WHAT TO WORK ON
State the number of lines in the following data that contain the string "between", and nothing else.

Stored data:
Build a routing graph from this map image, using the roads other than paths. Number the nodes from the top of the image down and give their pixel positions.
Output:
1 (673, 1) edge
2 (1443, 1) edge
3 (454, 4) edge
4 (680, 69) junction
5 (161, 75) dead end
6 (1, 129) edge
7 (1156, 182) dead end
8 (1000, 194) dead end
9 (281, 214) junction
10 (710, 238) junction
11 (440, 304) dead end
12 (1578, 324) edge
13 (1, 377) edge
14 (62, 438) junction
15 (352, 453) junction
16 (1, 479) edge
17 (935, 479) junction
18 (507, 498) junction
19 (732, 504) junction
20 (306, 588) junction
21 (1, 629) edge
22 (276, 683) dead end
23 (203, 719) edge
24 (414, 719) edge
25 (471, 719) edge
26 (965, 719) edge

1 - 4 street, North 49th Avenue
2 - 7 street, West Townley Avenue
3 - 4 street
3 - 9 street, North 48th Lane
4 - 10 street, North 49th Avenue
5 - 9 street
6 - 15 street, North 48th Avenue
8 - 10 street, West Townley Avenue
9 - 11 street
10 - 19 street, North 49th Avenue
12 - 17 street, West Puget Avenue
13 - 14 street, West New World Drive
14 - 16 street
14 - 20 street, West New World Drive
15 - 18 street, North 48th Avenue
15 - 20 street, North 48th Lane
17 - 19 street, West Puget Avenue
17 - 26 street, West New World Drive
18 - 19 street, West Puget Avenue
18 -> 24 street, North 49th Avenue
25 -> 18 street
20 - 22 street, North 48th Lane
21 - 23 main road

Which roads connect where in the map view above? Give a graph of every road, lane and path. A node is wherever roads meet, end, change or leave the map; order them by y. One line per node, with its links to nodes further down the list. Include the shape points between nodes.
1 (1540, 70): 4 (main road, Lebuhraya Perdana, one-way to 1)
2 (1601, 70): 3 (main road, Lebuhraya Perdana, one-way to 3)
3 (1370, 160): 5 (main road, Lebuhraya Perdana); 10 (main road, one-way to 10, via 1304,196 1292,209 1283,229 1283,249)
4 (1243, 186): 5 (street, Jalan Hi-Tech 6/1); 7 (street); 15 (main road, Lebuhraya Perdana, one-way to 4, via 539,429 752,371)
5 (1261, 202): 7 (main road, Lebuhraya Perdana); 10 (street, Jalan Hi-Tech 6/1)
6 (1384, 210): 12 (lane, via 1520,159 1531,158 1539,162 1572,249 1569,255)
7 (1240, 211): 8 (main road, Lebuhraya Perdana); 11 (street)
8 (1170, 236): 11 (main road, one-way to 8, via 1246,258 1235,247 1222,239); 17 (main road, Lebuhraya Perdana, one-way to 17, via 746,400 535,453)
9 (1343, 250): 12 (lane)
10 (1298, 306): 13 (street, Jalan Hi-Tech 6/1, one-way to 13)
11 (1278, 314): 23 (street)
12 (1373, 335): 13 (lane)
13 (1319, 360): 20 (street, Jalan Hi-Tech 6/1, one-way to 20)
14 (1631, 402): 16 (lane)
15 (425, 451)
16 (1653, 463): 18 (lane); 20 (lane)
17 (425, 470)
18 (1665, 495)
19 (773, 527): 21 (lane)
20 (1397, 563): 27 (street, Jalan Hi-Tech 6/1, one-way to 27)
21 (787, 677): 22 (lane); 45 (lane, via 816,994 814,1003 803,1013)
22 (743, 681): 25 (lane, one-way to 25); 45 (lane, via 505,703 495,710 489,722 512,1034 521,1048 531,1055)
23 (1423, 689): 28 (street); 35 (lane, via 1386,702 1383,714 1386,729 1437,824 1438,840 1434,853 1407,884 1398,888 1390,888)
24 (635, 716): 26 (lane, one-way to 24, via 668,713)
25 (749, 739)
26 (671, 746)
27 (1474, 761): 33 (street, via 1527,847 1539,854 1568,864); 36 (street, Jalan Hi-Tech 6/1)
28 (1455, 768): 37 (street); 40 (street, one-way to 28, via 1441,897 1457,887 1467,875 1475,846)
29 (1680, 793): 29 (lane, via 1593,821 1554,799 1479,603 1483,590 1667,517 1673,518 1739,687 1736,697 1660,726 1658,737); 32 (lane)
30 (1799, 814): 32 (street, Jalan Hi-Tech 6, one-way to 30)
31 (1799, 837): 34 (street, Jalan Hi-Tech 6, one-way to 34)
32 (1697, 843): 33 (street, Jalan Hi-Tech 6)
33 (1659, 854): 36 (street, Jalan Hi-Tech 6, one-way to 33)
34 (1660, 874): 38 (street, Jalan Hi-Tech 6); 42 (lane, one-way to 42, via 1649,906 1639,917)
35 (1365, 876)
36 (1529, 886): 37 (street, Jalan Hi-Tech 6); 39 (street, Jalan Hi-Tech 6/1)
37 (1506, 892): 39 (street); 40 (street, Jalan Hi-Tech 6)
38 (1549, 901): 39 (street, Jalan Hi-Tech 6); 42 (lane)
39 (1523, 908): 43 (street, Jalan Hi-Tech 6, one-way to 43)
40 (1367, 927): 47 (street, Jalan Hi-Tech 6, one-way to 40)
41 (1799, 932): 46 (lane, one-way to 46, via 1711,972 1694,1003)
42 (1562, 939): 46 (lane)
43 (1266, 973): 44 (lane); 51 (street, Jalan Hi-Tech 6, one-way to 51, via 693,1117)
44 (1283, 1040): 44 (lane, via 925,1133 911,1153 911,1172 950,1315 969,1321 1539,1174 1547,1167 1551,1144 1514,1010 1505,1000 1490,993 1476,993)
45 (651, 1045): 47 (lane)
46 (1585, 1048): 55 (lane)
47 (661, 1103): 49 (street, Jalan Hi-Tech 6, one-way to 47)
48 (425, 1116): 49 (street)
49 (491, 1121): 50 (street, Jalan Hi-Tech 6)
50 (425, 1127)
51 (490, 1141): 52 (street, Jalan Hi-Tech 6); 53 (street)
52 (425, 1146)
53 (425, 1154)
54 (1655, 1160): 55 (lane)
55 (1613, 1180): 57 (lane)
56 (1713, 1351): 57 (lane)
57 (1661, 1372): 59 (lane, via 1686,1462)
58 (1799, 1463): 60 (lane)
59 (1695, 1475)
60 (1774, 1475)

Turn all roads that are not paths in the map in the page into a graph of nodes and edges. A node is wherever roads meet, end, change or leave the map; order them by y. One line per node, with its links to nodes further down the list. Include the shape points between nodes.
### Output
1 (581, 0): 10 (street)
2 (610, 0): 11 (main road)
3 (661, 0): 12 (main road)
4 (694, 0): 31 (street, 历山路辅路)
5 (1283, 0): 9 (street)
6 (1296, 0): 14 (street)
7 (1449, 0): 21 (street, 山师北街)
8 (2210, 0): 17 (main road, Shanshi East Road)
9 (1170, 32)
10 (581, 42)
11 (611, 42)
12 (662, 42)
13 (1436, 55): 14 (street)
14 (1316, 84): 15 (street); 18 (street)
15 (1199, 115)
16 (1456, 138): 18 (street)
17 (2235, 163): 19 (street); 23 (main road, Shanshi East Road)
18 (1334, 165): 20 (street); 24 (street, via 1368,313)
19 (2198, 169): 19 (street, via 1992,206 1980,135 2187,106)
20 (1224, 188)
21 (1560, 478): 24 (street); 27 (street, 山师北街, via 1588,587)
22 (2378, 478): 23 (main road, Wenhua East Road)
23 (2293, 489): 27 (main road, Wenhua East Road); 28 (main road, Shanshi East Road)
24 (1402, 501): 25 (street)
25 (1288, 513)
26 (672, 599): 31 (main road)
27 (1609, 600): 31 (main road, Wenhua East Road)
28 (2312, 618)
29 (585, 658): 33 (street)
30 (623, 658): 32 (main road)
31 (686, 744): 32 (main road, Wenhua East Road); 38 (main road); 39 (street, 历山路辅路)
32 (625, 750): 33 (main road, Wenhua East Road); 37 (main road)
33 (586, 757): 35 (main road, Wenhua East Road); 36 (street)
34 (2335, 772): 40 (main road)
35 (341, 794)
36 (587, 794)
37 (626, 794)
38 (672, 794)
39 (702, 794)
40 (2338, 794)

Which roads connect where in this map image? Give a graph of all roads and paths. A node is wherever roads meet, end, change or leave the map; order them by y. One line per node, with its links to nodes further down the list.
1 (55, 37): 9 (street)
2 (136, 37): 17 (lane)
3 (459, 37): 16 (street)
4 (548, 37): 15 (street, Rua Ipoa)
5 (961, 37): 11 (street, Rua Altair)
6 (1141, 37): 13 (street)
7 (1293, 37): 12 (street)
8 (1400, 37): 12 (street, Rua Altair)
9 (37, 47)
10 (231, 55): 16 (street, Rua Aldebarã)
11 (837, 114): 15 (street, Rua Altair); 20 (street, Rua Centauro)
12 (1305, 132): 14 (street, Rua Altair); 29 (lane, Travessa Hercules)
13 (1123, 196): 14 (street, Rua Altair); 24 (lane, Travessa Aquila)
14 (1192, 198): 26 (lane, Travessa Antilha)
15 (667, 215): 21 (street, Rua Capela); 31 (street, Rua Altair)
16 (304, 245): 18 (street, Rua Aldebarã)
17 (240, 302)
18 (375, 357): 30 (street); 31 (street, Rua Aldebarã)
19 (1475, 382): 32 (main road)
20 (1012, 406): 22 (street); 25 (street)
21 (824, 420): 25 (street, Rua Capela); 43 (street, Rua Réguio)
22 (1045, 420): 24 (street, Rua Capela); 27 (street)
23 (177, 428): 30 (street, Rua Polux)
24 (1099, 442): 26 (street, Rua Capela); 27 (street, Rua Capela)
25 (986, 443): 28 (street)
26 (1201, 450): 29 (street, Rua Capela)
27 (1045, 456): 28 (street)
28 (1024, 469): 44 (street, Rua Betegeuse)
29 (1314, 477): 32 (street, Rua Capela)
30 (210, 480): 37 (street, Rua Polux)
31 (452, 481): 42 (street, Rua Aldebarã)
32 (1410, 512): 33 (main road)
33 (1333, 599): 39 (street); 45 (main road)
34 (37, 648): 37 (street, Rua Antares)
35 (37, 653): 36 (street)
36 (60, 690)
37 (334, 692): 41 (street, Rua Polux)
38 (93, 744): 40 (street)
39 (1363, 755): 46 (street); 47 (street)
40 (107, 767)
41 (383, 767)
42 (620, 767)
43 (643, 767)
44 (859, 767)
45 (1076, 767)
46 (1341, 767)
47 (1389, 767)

EXERCISE RESULT
2